Logan, 26 June 2020, DVD via public library
This movie is a masterpiece and 300% deserved that Oscar nomination.
- It’s a post-apocalyptic tale, except only a small percentage of the population is living through it. I think that makes it more horrifying? Imagine if all the people you loved and worked with were slowly dying, but humans were still going to, like, casinos and shit. FINE, KEEP BEING SOCIALLY RELEVANT, X-MEN. Also, Logan’s driving rich, annoying white folk around Juarez, but lives in an old factory in the desert? Lordy.
- Patrick Stewart destroys as Charles with dementia. If you’ve ever cared for someone in that state, well. This’ll hit you right in the gut.
- It’s really interesting how Logan is losing his healing powers--slowly, painfully. Just enough to make sure it really hurts.
- X-23! X-23! Laura Kinney, you beautiful baby cloned assassin, you are terrifying and perfect. Also, look at Logan, pretending like he has it in him to not mentor a tiny girl who wants to kill things. That’s adorable.
- Is that an empty bottle of Fireball on the kitchen table? Geez, Logan. Things ARE really tough.
- I just...Transigen thought they could just come for Xavier and TWO Wolverines with just a bunch of guys with guns? These dudes may not be even close to their prime, but goddamn.
- Once again, the kindly family that extends a hand to keep Logan safe and fed dies brutally. Seriously, seeing them murdered is the absolute worst thing in this narrative, and this film is especially made to showcase awful things.
- Caliban went out like a goddamn hero, grimly amused quip and all.

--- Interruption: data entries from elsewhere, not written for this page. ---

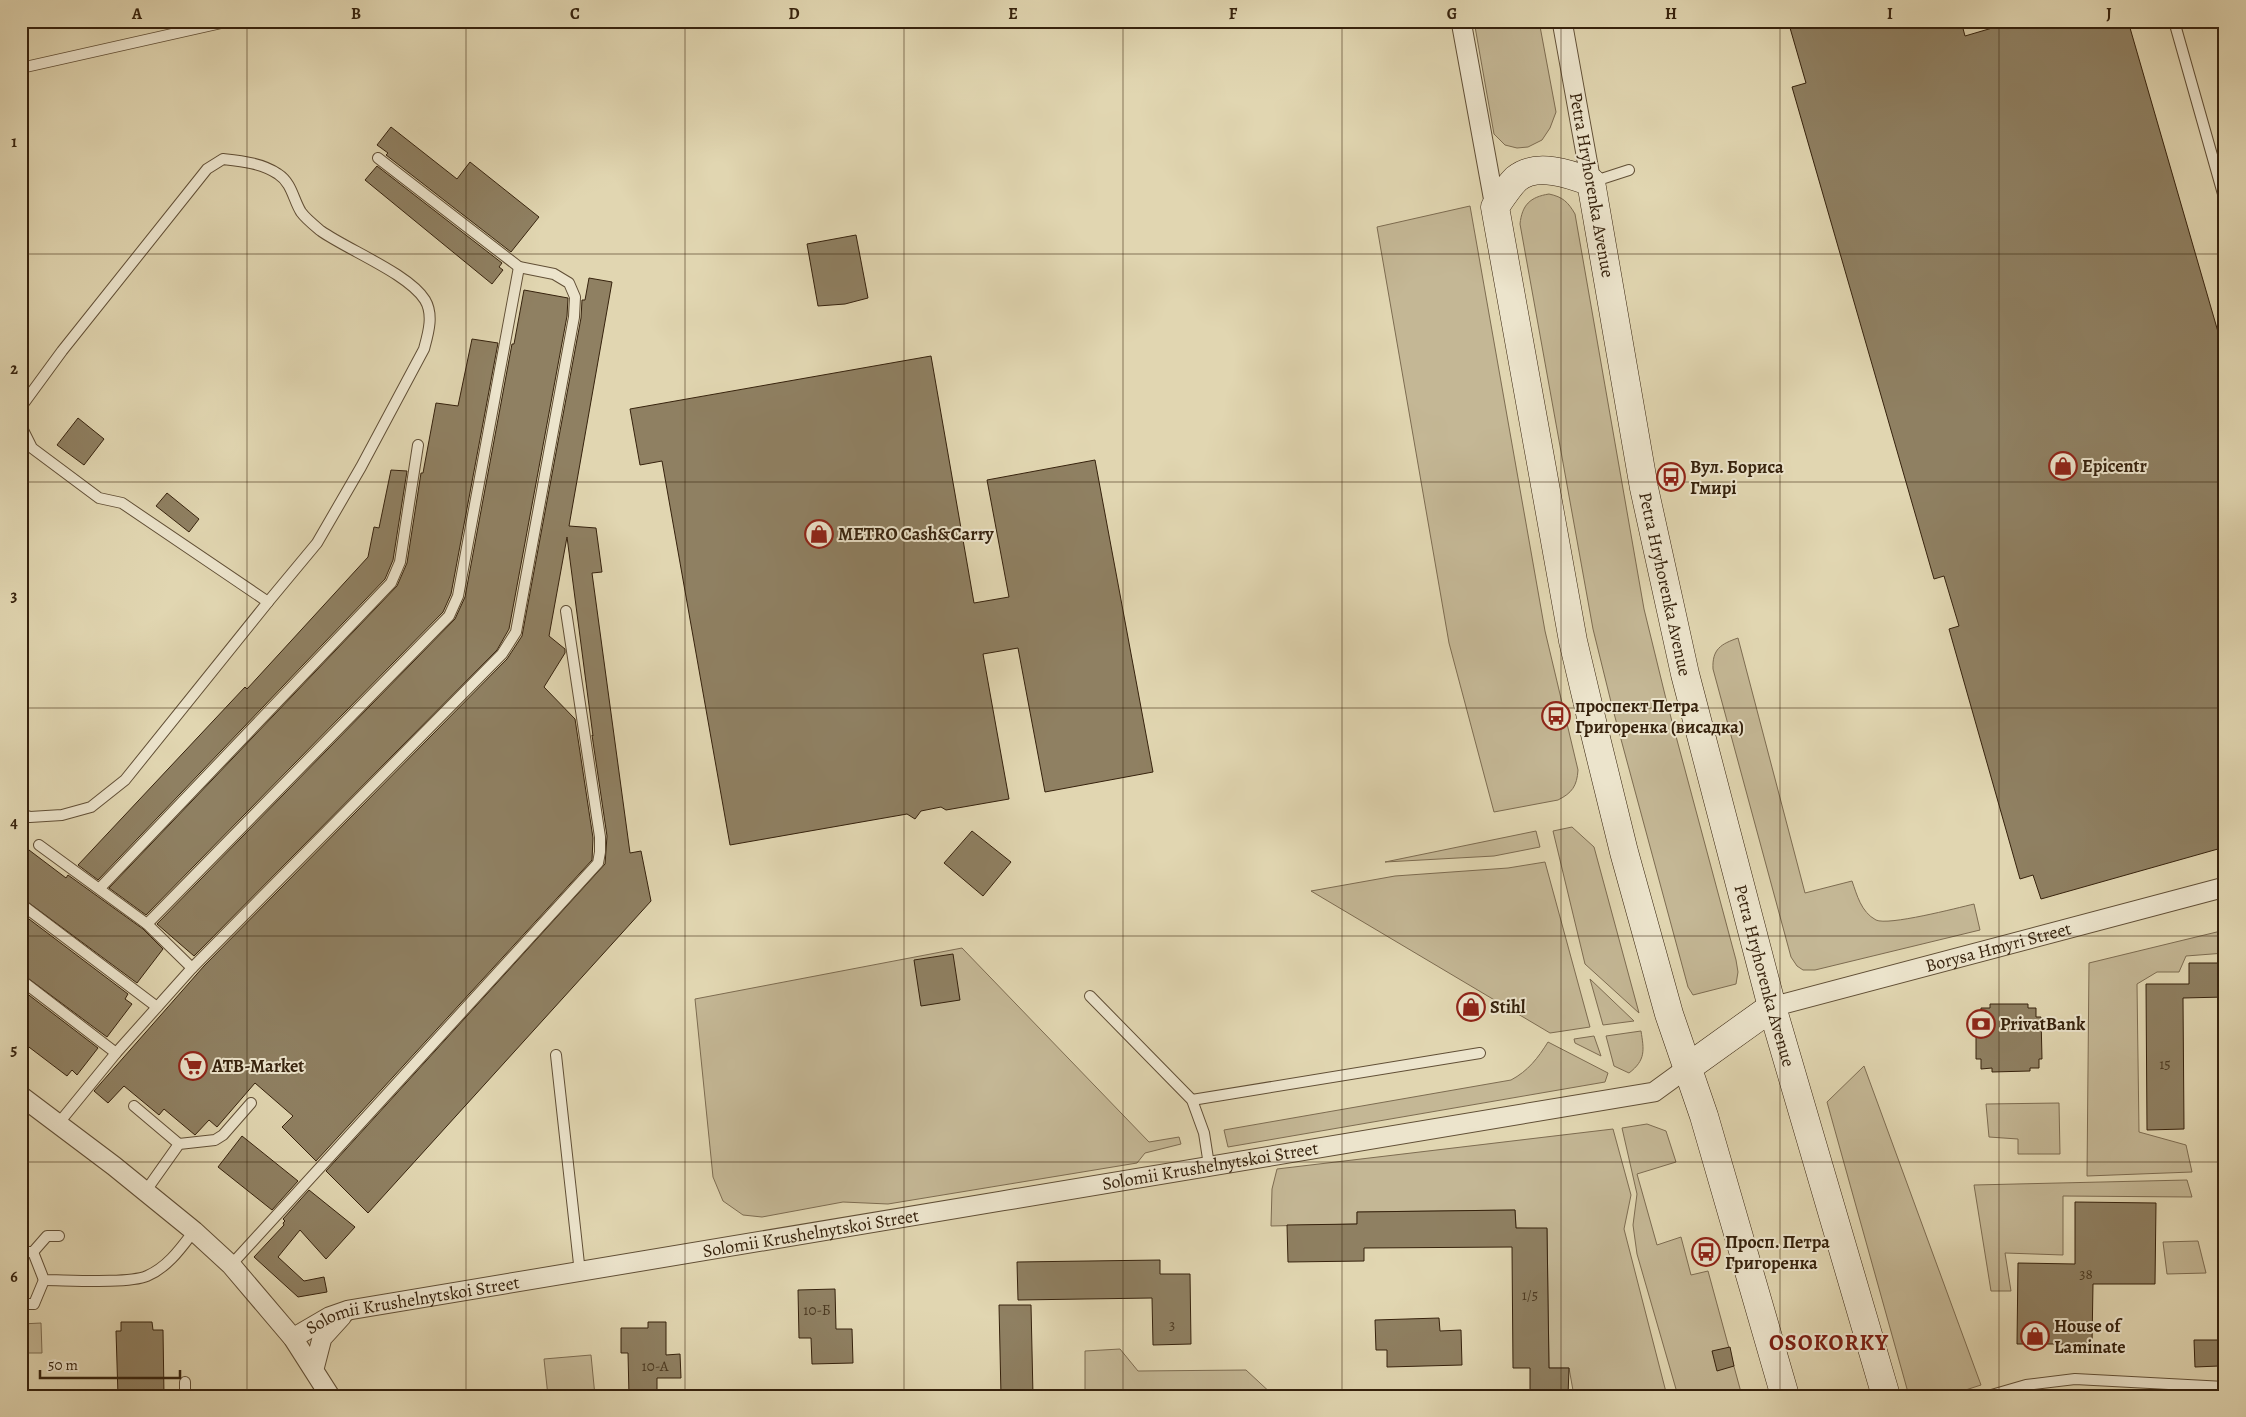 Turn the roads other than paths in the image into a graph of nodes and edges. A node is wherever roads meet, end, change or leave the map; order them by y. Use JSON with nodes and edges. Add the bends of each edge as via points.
{"nodes":[{"id":1,"x":230,"y":21,"type":"edge"},
{"id":2,"x":1462,"y":21,"type":"edge"},
{"id":3,"x":1562,"y":21,"type":"edge"},
{"id":4,"x":2174,"y":21,"type":"edge"},
{"id":5,"x":21,"y":68,"type":"edge"},
{"id":6,"x":378,"y":158,"type":"dead end"},
{"id":7,"x":1629,"y":170,"type":"dead end"},
{"id":8,"x":1591,"y":182,"type":"junction"},
{"id":9,"x":2225,"y":201,"type":"edge"},
{"id":10,"x":1495,"y":207,"type":"junction"},
{"id":11,"x":519,"y":267,"type":"junction"},
{"id":12,"x":21,"y":407,"type":"edge"},
{"id":13,"x":21,"y":426,"type":"edge"},
{"id":14,"x":418,"y":445,"type":"dead end"},
{"id":15,"x":268,"y":602,"type":"junction"},
{"id":16,"x":566,"y":611,"type":"dead end"},
{"id":17,"x":21,"y":814,"type":"edge"},
{"id":18,"x":40,"y":845,"type":"dead end"},
{"id":19,"x":2225,"y":887,"type":"edge"},
{"id":20,"x":100,"y":888,"type":"junction"},
{"id":21,"x":21,"y":904,"type":"edge"},
{"id":22,"x":147,"y":924,"type":"junction"},
{"id":23,"x":192,"y":968,"type":"junction"},
{"id":24,"x":21,"y":980,"type":"edge"},
{"id":25,"x":1090,"y":996,"type":"dead end"},
{"id":26,"x":1772,"y":1007,"type":"junction"},
{"id":27,"x":157,"y":1008,"type":"junction"},
{"id":28,"x":116,"y":1053,"type":"junction"},
{"id":29,"x":1480,"y":1053,"type":"dead end"},
{"id":30,"x":556,"y":1055,"type":"dead end"},
{"id":31,"x":1687,"y":1068,"type":"junction"},
{"id":32,"x":21,"y":1096,"type":"edge"},
{"id":33,"x":1192,"y":1100,"type":"junction"},
{"id":34,"x":252,"y":1103,"type":"dead end"},
{"id":35,"x":134,"y":1106,"type":"dead end"},
{"id":36,"x":58,"y":1124,"type":"junction"},
{"id":37,"x":179,"y":1144,"type":"junction"},
{"id":38,"x":1209,"y":1165,"type":"junction"},
{"id":39,"x":145,"y":1192,"type":"junction"},
{"id":40,"x":194,"y":1231,"type":"junction"},
{"id":41,"x":59,"y":1236,"type":"dead end"},
{"id":42,"x":21,"y":1252,"type":"edge"},
{"id":43,"x":33,"y":1252,"type":"junction"},
{"id":44,"x":231,"y":1265,"type":"junction"},
{"id":45,"x":580,"y":1273,"type":"junction"},
{"id":46,"x":44,"y":1280,"type":"junction"},
{"id":47,"x":21,"y":1304,"type":"edge"},
{"id":48,"x":349,"y":1310,"type":"junction"},
{"id":49,"x":293,"y":1338,"type":"junction"},
{"id":50,"x":314,"y":1369,"type":"junction"},
{"id":51,"x":185,"y":1382,"type":"dead end"},
{"id":52,"x":2225,"y":1387,"type":"edge"},
{"id":53,"x":185,"y":1396,"type":"edge"},
{"id":54,"x":330,"y":1396,"type":"edge"},
{"id":55,"x":1785,"y":1396,"type":"edge"},
{"id":56,"x":1886,"y":1396,"type":"edge"},
{"id":57,"x":1988,"y":1396,"type":"edge"}],
"edges":[{"from":1,"to":5,"type":"lane"},
{"from":2,"to":10,"type":"street"},
{"from":3,"to":8,"type":"street","name":"Petra Hryhorenka Avenue"},
{"from":4,"to":9,"type":"lane"},
{"from":6,"to":11,"type":"lane"},
{"from":7,"to":8,"type":"lane"},
{"from":8,"to":10,"type":"street","via":[[1566,173],[1546,170],[1531,173],[1518,178]]},
{"from":8,"to":26,"type":"street","name":"Petra Hryhorenka Avenue","via":[[1667,602]]},
{"from":10,"to":31,"type":"street","via":[[1573,641],[1624,852]]},
{"from":11,"to":22,"type":"lane","via":[[458,596],[449,616]]},
{"from":11,"to":23,"type":"lane","via":[[554,274],[569,283],[575,297],[516,632],[502,654]]},
{"from":12,"to":15,"type":"lane","via":[[207,169],[223,159],[251,163],[278,174],[291,187],[301,212],[320,230],[414,287],[426,302],[430,317],[424,349],[362,467],[317,543]]},
{"from":13,"to":15,"type":"lane","via":[[32,448],[99,498],[122,503]]},
{"from":14,"to":20,"type":"lane","via":[[400,562],[392,583]]},
{"from":15,"to":17,"type":"lane","via":[[124,780],[91,807],[62,815],[30,817]]},
{"from":16,"to":44,"type":"lane","via":[[600,837],[598,863]]},
{"from":18,"to":20,"type":"lane"},
{"from":19,"to":26,"type":"street","name":"Borysa Hmyri Street"},
{"from":20,"to":22,"type":"lane"},
{"from":21,"to":27,"type":"lane"},
{"from":22,"to":23,"type":"lane"},
{"from":23,"to":27,"type":"lane"},
{"from":24,"to":28,"type":"lane"},
{"from":25,"to":33,"type":"lane"},
{"from":26,"to":31,"type":"street"},
{"from":26,"to":56,"type":"street","name":"Petra Hryhorenka Avenue"},
{"from":27,"to":28,"type":"lane"},
{"from":28,"to":36,"type":"lane"},
{"from":29,"to":33,"type":"lane"},
{"from":30,"to":45,"type":"lane"},
{"from":31,"to":38,"type":"street","name":"Solomii Krushelnytskoi Street","via":[[1654,1092]]},
{"from":31,"to":55,"type":"street","via":[[1704,1116]]},
{"from":32,"to":36,"type":"street","name":"Solomii Krushelnytskoi Street"},
{"from":33,"to":38,"type":"lane","via":[[1204,1133]]},
{"from":34,"to":37,"type":"lane","via":[[215,1140]]},
{"from":35,"to":37,"type":"lane"},
{"from":36,"to":39,"type":"street","name":"Solomii Krushelnytskoi Street"},
{"from":37,"to":39,"type":"lane"},
{"from":38,"to":45,"type":"street","name":"Solomii Krushelnytskoi Street"},
{"from":39,"to":40,"type":"street","name":"Solomii Krushelnytskoi Street"},
{"from":40,"to":44,"type":"street","name":"Solomii Krushelnytskoi Street"},
{"from":40,"to":46,"type":"lane","via":[[172,1259],[146,1276]]},
{"from":41,"to":43,"type":"lane","via":[[47,1236]]},
{"from":42,"to":43,"type":"lane"},
{"from":43,"to":46,"type":"lane"},
{"from":44,"to":49,"type":"street","name":"Solomii Krushelnytskoi Street"},
{"from":45,"to":48,"type":"street","name":"Solomii Krushelnytskoi Street"},
{"from":46,"to":47,"type":"lane","via":[[34,1304]]},
{"from":48,"to":49,"type":"street","name":"Solomii Krushelnytskoi Street","via":[[329,1317]]},
{"from":48,"to":50,"type":"street","via":[[322,1338]]},
{"from":49,"to":50,"type":"street"},
{"from":50,"to":54,"type":"street"},
{"from":51,"to":53,"type":"lane"},
{"from":52,"to":57,"type":"lane","via":[[2075,1379],[2026,1385]]}]}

- I should note that this is definitely not the Days of the Future Past timeline, which makes me wonder where, exactly, Trask put all his research instead.
- Seriously, kids? ALL of you fight with one guy, and you let Laura take out EVERYBODY ELSE all by herself? Girl, you are carrying these people.
- I am extremely concerned about this clubhouse of children in the North Dakota wilderness. It would have been lovely if Logan was the responsible adult for this band of tiny mutants, but this ending feels right, too. BUT WHO IS BUYING FOOD FOR THESE KIDS?
- So this is a movie meant for verklempting, but after watching the entire arc of Logan’s life in, like, a week, I am fairly wrecked now.
Anyway, we’ll be wrapping up June with Ocean’s, and kicking off July with Twilight. BY POPULAR DEMAND, you monsters.